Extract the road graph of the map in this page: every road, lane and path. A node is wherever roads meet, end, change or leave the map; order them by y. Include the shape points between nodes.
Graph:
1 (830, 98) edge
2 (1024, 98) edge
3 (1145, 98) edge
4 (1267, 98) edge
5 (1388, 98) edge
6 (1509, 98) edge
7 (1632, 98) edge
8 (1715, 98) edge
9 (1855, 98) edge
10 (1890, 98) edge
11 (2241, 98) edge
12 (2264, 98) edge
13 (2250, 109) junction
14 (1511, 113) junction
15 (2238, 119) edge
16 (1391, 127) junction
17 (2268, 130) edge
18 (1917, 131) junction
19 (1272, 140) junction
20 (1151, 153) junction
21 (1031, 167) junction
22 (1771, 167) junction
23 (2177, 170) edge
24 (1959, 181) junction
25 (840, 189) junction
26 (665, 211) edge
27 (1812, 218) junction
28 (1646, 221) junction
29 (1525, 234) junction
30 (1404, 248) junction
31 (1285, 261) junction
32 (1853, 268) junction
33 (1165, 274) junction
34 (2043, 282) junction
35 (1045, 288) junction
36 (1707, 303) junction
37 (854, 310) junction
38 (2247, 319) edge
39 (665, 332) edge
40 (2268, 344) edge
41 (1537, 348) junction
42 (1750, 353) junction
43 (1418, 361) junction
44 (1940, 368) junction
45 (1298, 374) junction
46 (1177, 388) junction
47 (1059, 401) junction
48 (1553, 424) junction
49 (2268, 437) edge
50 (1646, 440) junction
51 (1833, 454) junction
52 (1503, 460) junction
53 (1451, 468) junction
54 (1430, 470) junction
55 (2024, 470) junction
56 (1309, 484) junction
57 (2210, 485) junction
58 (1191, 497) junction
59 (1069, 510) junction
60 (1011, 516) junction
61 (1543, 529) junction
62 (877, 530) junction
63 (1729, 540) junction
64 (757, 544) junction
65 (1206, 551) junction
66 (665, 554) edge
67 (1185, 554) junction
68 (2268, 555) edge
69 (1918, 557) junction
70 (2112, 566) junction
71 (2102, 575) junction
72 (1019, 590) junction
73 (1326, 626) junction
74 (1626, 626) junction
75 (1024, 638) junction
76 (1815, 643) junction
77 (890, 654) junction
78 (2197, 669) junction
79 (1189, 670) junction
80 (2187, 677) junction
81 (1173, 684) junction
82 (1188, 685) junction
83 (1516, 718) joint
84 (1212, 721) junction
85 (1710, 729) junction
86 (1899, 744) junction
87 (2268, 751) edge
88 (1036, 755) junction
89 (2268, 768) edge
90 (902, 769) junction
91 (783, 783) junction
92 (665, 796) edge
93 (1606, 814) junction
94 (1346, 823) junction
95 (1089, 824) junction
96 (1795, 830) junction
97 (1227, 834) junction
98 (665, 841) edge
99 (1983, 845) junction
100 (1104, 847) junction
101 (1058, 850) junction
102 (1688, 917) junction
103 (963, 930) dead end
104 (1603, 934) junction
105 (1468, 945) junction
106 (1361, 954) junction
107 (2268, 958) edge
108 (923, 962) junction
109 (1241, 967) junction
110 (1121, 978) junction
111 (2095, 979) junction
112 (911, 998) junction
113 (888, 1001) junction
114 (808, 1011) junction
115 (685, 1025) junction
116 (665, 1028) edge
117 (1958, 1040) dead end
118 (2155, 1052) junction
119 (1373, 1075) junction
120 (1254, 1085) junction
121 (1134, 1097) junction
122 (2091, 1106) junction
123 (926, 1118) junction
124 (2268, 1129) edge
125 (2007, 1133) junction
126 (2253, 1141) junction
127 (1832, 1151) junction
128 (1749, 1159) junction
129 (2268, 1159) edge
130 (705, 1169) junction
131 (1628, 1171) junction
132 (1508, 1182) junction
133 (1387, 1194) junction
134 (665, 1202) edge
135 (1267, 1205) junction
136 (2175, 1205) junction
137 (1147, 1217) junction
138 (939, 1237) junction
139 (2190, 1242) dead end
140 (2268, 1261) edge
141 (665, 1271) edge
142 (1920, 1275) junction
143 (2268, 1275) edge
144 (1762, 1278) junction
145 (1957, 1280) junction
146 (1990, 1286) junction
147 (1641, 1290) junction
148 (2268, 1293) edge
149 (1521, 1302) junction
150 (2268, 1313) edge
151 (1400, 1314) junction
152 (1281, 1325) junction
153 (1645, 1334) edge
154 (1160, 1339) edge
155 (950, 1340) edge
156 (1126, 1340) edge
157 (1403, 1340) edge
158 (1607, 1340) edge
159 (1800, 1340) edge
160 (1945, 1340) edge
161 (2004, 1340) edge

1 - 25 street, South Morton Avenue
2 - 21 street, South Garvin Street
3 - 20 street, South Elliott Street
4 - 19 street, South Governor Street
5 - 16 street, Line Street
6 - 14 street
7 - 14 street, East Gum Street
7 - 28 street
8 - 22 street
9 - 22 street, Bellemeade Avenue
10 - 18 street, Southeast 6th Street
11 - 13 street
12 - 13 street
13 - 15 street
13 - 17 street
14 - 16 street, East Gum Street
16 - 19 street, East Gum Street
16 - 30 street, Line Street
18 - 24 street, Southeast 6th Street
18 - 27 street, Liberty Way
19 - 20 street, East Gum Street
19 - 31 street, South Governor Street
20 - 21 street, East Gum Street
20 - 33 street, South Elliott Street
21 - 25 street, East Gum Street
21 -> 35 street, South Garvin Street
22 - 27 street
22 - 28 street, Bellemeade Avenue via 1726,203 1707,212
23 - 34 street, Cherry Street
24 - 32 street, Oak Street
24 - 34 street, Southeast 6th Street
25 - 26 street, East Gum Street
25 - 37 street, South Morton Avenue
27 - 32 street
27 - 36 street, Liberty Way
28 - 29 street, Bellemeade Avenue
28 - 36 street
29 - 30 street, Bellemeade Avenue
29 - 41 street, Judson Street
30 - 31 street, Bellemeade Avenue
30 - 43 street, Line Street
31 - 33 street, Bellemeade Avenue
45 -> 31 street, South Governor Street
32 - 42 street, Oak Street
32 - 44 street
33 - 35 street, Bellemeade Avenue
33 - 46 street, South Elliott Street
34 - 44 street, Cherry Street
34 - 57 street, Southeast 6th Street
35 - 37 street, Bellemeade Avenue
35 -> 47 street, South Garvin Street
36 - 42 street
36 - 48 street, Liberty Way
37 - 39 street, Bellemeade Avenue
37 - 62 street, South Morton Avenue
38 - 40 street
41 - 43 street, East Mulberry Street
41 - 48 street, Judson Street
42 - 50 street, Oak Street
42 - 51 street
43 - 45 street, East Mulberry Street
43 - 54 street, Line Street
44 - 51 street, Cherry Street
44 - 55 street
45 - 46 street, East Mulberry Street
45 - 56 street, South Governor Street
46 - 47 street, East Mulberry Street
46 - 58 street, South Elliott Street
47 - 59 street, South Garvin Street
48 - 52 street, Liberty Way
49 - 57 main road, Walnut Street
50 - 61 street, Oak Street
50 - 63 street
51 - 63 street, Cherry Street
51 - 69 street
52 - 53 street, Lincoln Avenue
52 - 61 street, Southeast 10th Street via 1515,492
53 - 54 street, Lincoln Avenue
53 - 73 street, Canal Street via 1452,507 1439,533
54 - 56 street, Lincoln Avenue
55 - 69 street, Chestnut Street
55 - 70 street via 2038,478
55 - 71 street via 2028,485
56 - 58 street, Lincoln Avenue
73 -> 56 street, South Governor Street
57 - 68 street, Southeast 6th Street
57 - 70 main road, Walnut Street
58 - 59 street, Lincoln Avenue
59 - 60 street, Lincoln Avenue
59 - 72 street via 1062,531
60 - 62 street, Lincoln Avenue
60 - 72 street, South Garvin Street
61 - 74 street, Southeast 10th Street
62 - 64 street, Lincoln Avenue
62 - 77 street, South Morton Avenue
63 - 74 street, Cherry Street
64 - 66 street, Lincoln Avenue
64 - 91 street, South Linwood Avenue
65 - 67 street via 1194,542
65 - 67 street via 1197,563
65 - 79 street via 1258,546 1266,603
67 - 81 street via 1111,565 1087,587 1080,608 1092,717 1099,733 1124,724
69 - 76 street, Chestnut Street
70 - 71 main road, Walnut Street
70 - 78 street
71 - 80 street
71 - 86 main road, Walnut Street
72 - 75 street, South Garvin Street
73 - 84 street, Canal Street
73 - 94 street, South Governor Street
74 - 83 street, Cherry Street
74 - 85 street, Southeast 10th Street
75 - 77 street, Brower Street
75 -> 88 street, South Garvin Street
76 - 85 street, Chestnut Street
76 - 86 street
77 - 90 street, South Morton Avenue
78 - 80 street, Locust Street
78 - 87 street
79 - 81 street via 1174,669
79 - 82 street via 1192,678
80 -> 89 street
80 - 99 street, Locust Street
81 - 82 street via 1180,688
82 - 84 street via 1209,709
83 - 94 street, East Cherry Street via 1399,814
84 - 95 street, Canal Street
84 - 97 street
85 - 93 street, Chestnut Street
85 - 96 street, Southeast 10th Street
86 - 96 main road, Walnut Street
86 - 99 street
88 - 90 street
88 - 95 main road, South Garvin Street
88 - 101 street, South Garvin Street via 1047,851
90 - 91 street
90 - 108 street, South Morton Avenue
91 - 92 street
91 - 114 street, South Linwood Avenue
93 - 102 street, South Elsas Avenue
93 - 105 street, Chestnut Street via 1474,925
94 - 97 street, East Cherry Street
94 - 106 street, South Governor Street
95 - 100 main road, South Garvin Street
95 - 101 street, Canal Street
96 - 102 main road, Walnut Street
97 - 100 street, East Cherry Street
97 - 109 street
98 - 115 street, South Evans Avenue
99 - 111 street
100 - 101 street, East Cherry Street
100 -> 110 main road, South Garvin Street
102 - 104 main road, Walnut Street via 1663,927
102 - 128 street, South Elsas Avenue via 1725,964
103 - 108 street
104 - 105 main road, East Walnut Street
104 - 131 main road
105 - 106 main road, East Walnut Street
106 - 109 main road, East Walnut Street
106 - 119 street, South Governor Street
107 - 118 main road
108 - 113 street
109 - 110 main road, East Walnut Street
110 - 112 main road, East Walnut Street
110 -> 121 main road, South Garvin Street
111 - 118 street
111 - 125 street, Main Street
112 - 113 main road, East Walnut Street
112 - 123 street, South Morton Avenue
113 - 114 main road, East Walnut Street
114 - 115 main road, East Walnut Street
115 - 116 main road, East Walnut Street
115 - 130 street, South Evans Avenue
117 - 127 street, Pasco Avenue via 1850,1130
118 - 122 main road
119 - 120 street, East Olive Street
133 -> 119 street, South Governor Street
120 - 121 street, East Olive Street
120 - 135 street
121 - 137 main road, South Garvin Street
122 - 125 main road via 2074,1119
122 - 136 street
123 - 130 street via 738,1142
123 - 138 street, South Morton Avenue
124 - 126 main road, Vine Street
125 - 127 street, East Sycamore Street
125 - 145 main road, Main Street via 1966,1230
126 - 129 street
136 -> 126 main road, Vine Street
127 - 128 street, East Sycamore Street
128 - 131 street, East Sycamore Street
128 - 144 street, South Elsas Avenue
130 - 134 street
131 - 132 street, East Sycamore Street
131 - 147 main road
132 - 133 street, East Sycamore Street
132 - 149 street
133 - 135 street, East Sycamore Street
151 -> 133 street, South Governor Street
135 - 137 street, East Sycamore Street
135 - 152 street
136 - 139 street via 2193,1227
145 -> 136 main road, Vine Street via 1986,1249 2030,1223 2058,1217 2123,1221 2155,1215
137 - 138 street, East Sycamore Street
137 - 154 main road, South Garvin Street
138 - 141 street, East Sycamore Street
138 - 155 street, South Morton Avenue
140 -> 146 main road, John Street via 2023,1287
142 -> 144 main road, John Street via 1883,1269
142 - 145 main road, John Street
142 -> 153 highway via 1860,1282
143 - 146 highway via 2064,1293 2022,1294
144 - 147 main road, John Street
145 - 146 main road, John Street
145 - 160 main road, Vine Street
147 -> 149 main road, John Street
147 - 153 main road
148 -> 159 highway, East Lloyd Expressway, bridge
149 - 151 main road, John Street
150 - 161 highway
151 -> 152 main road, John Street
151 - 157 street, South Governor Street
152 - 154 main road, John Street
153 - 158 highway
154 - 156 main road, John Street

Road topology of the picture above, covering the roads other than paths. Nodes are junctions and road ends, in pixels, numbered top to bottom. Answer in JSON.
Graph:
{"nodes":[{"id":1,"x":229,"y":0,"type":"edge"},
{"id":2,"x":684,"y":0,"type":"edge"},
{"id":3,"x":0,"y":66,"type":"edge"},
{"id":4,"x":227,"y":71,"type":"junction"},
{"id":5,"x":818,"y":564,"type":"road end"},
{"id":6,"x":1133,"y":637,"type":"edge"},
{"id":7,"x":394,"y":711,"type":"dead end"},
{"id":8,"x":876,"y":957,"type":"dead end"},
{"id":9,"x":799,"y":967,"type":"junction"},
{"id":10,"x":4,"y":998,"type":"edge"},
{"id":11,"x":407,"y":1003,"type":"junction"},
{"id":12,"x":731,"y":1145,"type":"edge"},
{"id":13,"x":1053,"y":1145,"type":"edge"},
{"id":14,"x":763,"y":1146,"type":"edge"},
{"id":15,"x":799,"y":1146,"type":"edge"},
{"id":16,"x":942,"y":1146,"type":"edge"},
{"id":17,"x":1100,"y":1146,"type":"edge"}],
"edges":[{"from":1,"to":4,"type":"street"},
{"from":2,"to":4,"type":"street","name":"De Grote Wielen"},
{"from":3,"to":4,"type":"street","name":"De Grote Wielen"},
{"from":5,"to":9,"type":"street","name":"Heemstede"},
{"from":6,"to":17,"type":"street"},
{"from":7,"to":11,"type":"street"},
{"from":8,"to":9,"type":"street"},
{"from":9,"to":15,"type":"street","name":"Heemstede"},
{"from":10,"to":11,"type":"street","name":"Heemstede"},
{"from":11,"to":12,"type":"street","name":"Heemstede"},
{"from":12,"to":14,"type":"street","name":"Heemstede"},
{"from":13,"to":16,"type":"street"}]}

▬▬▬

To do - Scan the material line by line and report each one that contains "roads".

Your solution -
Extract the road graph of the map in this page: every road, lane and path. A node is wherever roads meet, end, change or leave the map; order them by y. Include the shape points between nodes.
Road topology of the picture above, covering the roads other than paths. Nodes are junctions and road ends, in pixels, numbered top to bottom. Answer in JSON.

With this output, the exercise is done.